Material for this task |
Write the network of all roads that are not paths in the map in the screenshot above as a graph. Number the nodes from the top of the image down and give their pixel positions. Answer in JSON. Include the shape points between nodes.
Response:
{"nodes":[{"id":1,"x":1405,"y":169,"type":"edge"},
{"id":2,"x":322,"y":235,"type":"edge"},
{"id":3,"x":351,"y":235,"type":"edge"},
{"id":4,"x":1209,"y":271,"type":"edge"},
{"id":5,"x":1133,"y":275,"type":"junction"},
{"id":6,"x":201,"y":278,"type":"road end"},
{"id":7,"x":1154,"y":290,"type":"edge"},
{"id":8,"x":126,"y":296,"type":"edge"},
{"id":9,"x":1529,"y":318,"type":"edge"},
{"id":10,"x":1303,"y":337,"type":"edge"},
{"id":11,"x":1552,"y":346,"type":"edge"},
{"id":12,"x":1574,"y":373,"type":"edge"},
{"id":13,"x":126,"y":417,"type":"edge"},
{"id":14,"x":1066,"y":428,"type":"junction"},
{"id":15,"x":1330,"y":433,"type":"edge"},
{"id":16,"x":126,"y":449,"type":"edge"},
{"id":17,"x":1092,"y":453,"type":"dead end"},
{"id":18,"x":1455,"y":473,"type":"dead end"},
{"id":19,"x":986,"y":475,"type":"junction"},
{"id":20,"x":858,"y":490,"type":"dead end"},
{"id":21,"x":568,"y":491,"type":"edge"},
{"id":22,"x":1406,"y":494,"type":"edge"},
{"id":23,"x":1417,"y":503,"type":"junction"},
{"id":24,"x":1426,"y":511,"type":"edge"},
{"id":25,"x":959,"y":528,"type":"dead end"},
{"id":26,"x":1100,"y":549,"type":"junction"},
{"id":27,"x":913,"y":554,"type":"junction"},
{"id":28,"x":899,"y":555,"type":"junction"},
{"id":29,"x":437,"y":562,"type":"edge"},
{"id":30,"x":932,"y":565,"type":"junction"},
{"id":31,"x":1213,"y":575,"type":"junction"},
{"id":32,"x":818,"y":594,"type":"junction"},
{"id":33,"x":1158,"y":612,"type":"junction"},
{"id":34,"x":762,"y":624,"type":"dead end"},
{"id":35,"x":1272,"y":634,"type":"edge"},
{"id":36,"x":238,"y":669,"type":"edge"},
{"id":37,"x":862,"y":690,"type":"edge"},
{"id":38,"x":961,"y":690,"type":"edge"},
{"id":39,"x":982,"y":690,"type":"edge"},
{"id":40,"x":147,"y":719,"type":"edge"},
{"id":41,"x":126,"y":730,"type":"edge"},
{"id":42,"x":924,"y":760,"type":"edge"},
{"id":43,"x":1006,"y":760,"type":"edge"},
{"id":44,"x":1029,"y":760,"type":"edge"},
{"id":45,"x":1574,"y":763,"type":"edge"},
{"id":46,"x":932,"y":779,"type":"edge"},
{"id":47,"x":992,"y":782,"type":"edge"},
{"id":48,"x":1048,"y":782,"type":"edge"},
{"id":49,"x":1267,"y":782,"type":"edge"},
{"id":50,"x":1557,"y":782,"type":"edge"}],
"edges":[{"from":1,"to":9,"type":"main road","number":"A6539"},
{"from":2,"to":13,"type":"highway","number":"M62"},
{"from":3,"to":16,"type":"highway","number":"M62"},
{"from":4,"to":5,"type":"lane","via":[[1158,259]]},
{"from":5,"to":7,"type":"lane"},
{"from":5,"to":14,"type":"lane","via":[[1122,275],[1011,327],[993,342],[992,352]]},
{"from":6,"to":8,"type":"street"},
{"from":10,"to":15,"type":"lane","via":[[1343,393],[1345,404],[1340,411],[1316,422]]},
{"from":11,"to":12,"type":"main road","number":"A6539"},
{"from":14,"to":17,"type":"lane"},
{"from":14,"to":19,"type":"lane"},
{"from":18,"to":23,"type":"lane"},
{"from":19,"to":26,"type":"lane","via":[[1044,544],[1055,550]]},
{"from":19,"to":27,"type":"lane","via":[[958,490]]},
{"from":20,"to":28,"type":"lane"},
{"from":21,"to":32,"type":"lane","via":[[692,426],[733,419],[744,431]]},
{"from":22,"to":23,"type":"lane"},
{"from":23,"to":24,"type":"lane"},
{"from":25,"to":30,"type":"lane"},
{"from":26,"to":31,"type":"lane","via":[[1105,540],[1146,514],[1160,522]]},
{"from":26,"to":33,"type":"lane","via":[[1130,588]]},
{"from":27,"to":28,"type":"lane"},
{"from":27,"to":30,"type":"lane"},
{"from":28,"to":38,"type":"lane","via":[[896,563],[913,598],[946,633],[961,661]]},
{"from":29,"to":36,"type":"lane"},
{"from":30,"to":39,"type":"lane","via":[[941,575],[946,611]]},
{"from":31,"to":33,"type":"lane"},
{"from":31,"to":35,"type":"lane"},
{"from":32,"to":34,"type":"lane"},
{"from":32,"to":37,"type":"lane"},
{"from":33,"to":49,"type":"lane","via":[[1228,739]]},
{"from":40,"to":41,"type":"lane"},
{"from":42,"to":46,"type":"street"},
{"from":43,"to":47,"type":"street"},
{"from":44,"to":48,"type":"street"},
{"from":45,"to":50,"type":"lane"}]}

What you are asked to do | Lines holding the string "street": find them in the listing above and copy each one.

Your response |
{"from":6,"to":8,"type":"street"},
{"from":42,"to":46,"type":"street"},
{"from":43,"to":47,"type":"street"},
{"from":44,"to":48,"type":"street"},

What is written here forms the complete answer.